Однако политические споры как будто не затронули основную массу офицеров и солдат, тем более что как раз зимой и весной 1730 г. в гвардию прибыло пополнение из числа отличившихся рядовых и унтер-офицеров армейских полков, и новичков распределяли по ротам.[855] Впрочем, подписывавшие проекты генералы, штаб- и обер-офицеры, советники и камер-юнкеры едва ли поголовно являлись убеждёнными сторонниками политических преобразований. В оппозиции к «верховникам» оказались как оттеснённые от власти представители высшей знати и генералитета, так и недовольные правителями: отправленный на губернаторство в Сибирь И. И. Бибиков или не сумевший отчитаться генерал-провиантмейстер С. И. Сукин. С другой стороны, к компромиссу с верховниками склонялись зависимые от них чиновники, как обер-прокурор Сената Ф. М. Воейков или отставленный фаворит Анны П. М. Бестужев-Рюмин, находившийся под следствием по обвинению в растрате её средств и плохом управлении её имениями.

Скорее всего, убеждения подписавшихся под проектами невозможно вогнать в какие-либо общие рамки. Мнение, что в 1730 г. имели место исключительно «традиционная клановая политика» или сопротивление «групп» Нарышкиных и Салтыковых гегемонии Долгоруковых, также представляется односторонним и недостаточно аргументированным.[856] Чтобы доказать или опровергнуть суждение, что «проект 364-х» вышел из сугубо «родственно-клиентской сети», необходимо более или менее точно установить состав этих самых «сетей», что при современном уровне наших знаний и состоянии документации дворянских фамильных архивов едва ли возможно, хотя сейчас некоторые исследователи пытаются выявить состав окружения знатных особ, например Меншикова, в свиту которого входили 47 человек, в том числе целый клан дворян Львовых.[857]

Сопоставление подписей под проектами и прошениями 1730 г., нам кажется, подтверждает тезис Д. Ле Донна о сопротивлении «верховникам» со стороны Черкасских и их родственников Мусиных-Пушкиных и Трубецких, которые, в свою очередь, были тесно связаны с Салтыковыми и Головкиными, а также с И. Ф. Барятинским и П. И. Ягужинским.[858] На основании имеющихся исследований можно продолжить такие наблюдения на примере семейства Ржевских. «Проект 364-х» подписали пятеро Ржевских: неизвестный по генеалогической росписи майор И. И. Ржевский, статский советник А. Т. Ржевский, его племянник морской офицер М. В. Ржевский и ещё два моряка и внучатых племянника — А. И. и П. И. Ржевские. Сестра последних была замужем за камер-юнкером и шталмейстером двора царицы Евдокии А. Ф. Лопухиным (его подпись также стоит под проектом); а тётка была женой П. И. Мусина-Пушкина, вместе с отцом и братом подписывавшего оппозиционные проекты. Двоюродная сестра А. Т. Ржевского Авдотья Ивановна была женой одного из главных участников событий, генерала Г. П. Чернышёва, и впоследствии стала статс-дамой Анны Иоанновны.[859]
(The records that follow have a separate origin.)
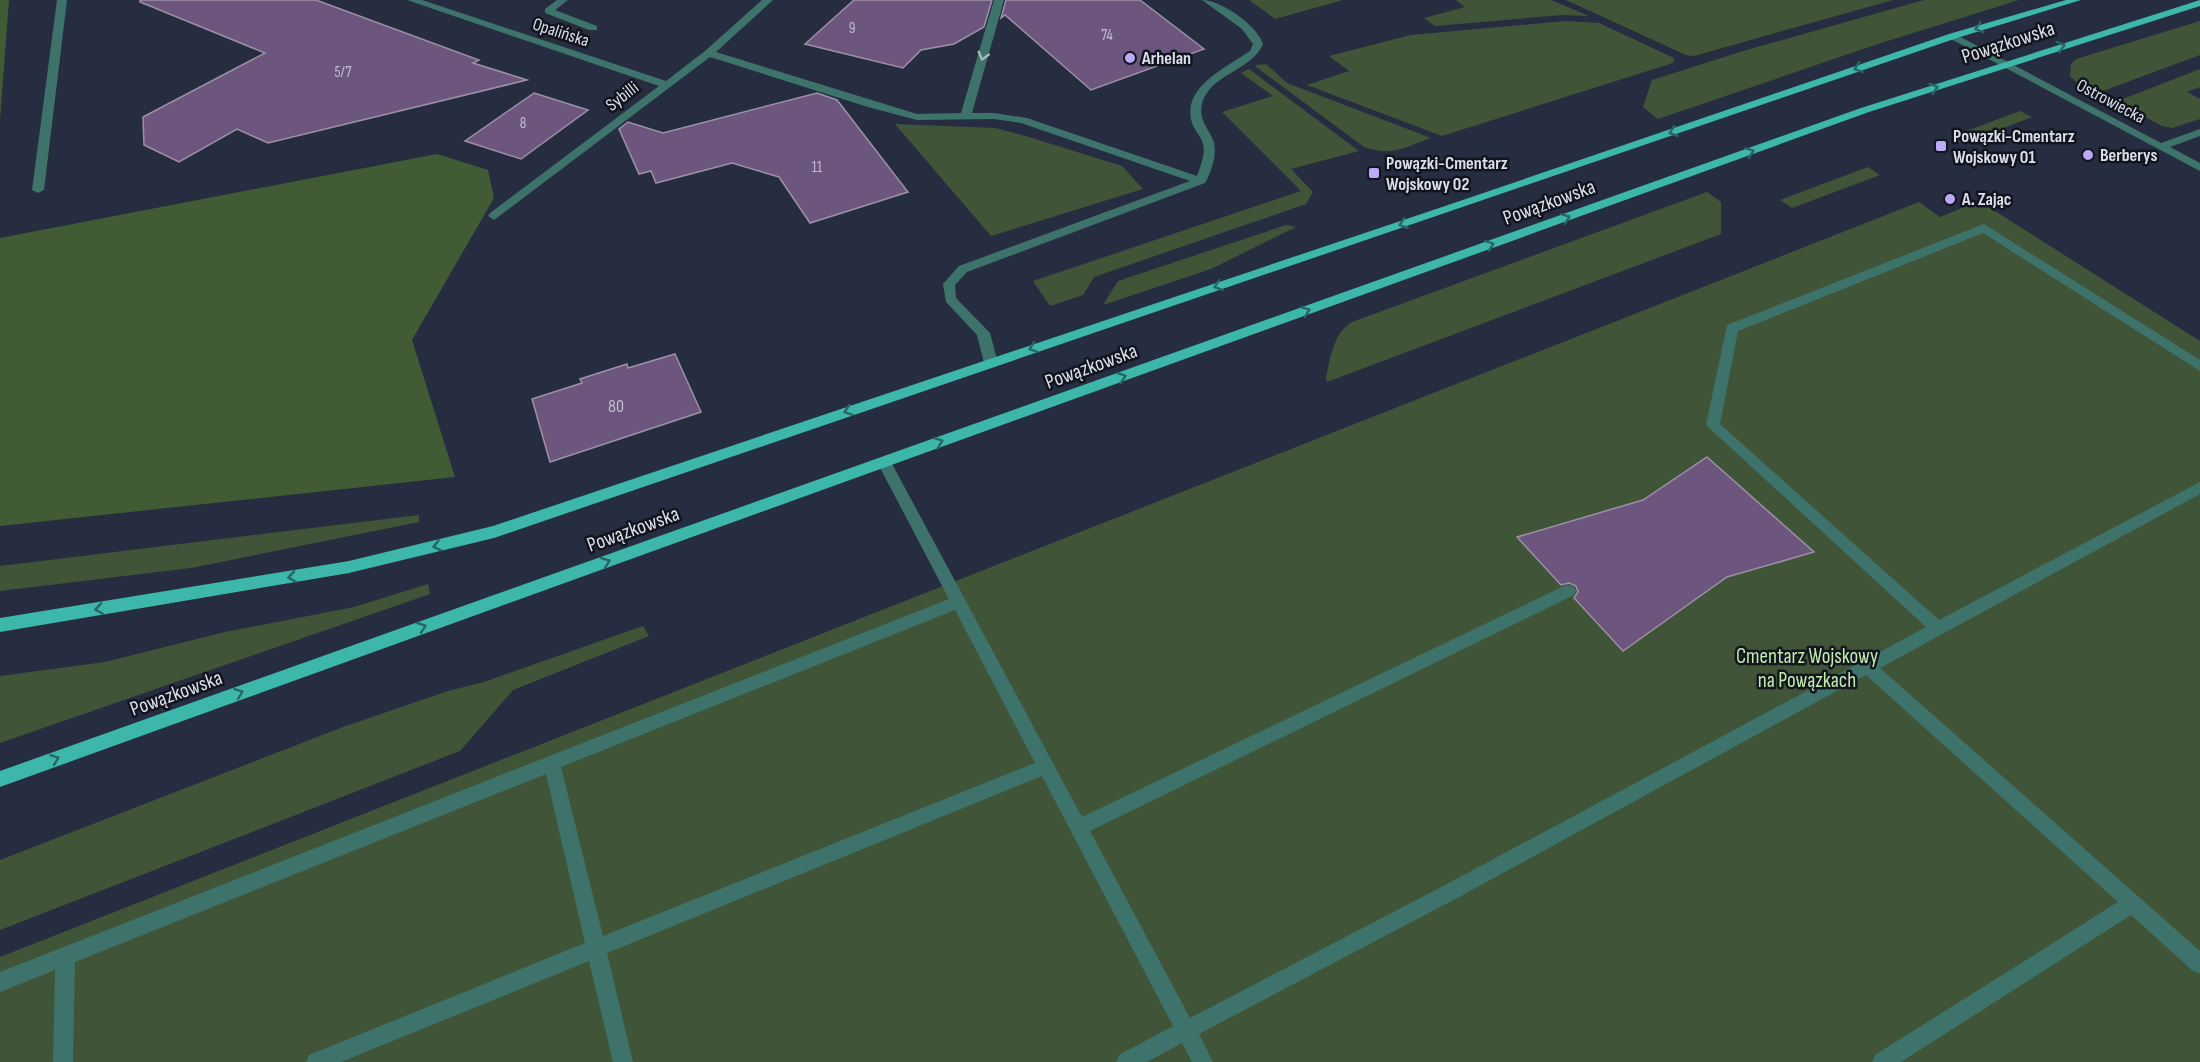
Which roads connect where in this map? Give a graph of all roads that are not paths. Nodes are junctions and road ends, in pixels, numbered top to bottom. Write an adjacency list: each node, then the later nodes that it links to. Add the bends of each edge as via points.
1 (62, 0): 19 (street)
2 (412, 0): 13 (street, Opalińska)
3 (563, 0): 9 (street, via 548,11)
4 (768, 0): 11 (street, Sybilli)
5 (999, 0): 14 (street, one-way to 14)
6 (1207, 0): 18 (street, via 1247,28 1258,45 1254,53 1204,88 1196,105 1197,123 1209,144)
7 (2076, 0): 10 (main road, Powązkowska, one-way to 10)
8 (2200, 3): 12 (main road, Powązkowska, one-way to 8)
9 (593, 28)
10 (1953, 36): 12 (street, Ostrowiecka); 21 (main road, Powązkowska, one-way to 21)
11 (710, 53): 13 (street, Sybilli); 14 (street, via 917,117)
12 (2006, 64): 16 (street, Ostrowiecka); 23 (main road, Powązkowska, one-way to 12, via 1865,110)
13 (665, 84): 20 (street, Sybilli)
14 (965, 117): 18 (street, via 1023,120)
15 (2200, 132): 16 (street)
16 (2160, 147): 17 (street, Ostrowiecka)
17 (2200, 168)
18 (1201, 182): 21 (street, via 963,269 949,284 950,299 983,333)
19 (38, 190)
20 (494, 216)
21 (991, 363): 27 (main road, Powązkowska, one-way to 27, via 494,532 350,567)
22 (2200, 366): 28 (street, via 1984,228 1732,328 1713,425)
23 (884, 462): 26 (street); 32 (main road, Powązkowska, one-way to 23)
24 (2200, 487): 28 (street)
25 (1568, 591): 33 (street)
26 (958, 602): 30 (street); 31 (street)
27 (0, 625)
28 (1936, 628): 29 (street)
29 (1867, 666): 34 (street); 39 (street)
30 (552, 764): 35 (street); 36 (street)
31 (1046, 766): 33 (street); 35 (street)
32 (0, 779)
33 (1078, 828): 39 (street)
34 (2132, 904): 37 (street); 45 (street)
35 (596, 950): 41 (street); 42 (street)
36 (65, 956): 38 (street); 40 (street)
37 (2200, 964)
38 (0, 982)
39 (1186, 1031): 43 (street); 44 (street)
40 (63, 1062)
41 (316, 1062)
42 (623, 1062)
43 (1126, 1062)
44 (1203, 1062)
45 (1882, 1062)

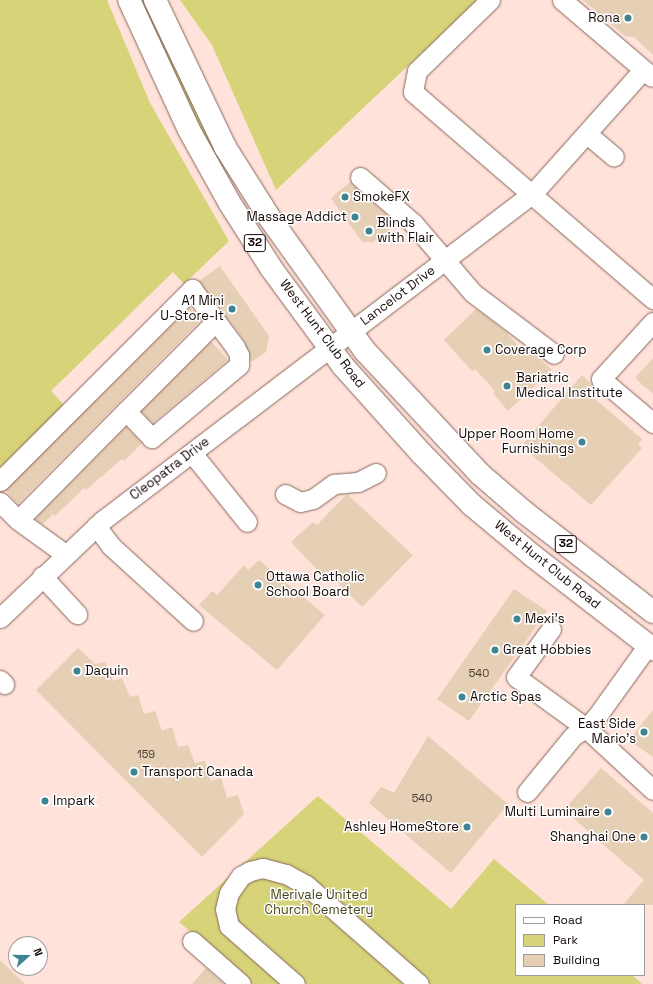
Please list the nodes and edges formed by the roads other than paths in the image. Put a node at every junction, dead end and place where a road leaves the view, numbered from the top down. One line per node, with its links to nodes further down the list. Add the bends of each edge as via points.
1 (129, 0): 15 (main road, West Hunt Club Road / 32, via 189,130 229,202 271,268)
2 (155, 0): 14 (main road, West Hunt Club Road / 32, via 225,147 269,217)
3 (490, 0): 9 (street, via 417,71 413,92)
4 (562, 0): 5 (street)
5 (648, 74): 6 (street, Lancelot Drive)
6 (586, 134): 7 (street); 9 (street, Lancelot Drive)
7 (614, 157)
8 (360, 177): 10 (street, via 413,223)
9 (533, 193): 10 (street, Lancelot Drive); 11 (street)
10 (446, 260): 14 (street, Lancelot Drive); 16 (street, via 473,293)
11 (653, 299)
12 (216, 321): 17 (street); 17 (street, via 235,347 239,355 239,365 152,438); 21 (street, via 192,290)
13 (653, 322): 18 (street, via 601,379)
14 (351, 332): 15 (street, Cleopatra Drive); 29 (main road, West Hunt Club Road / 32, via 393,384 480,474 524,512)
15 (330, 348): 19 (street, Cleopatra Drive); 34 (main road, West Hunt Club Road / 32, via 383,412 472,505 533,556)
16 (554, 354)
17 (126, 410): 24 (street)
18 (653, 423)
19 (192, 453): 25 (street); 26 (street, Cleopatra Drive)
20 (376, 473): 22 (street, via 358,482 334,484 313,499 300,502)
21 (0, 481)
22 (285, 494)
23 (0, 502): 24 (street)
24 (18, 520): 27 (street)
25 (247, 522)
26 (96, 526): 27 (street, Cleopatra Drive); 32 (street, via 111,546)
27 (65, 554): 28 (street, Cleopatra Drive)
28 (42, 576): 30 (street); 31 (street, Cleopatra Drive)
29 (653, 612)
30 (77, 614)
31 (0, 618)
32 (193, 621)
33 (551, 629): 35 (street, via 516,677)
34 (651, 644): 35 (street)
35 (586, 728): 36 (street); 37 (street, via 573,736)
36 (653, 790)
37 (527, 792)
38 (192, 941): 39 (street)
39 (241, 984)
40 (295, 984): 41 (street, via 229,926 225,909 229,893 241,876 250,871 263,868 286,874 306,885)
41 (419, 984)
Однако «клановый» принцип не всегда являлся решающим в выборе позиции даже при наличии тесных родственных связей, характерных для ⅔ генералитета. Родственники (по линии матери) подписантов «проекта 364-х» братьев Мусиных-Пушкиных братья Савёловы его не подписывали; П. Т. Савёлов подписал «проект пятнадцати» и второе прошение, Т. Т. Савёлов — только второе прошение, а А. Т. Савёлов в Москве был, но не подписывал ничего. Брат генерал-адмирала Ф. М. Апраксина А. М. Апраксин поддерживал соглашение с «верховниками», а его сын Ф. А. Апраксин стал одним из участников переворота 25 февраля, лишившего их власти. На дочерях «верховника» Г. И. Головкина были женаты и предупредивший Анну о действиях правителей П. И. Ягужинский, и генерал И. Ф. Барятинский, сначала подписавший «проект 364-х», а после ставший инициатором подготовки как первого, так и второго прошения 25 февраля.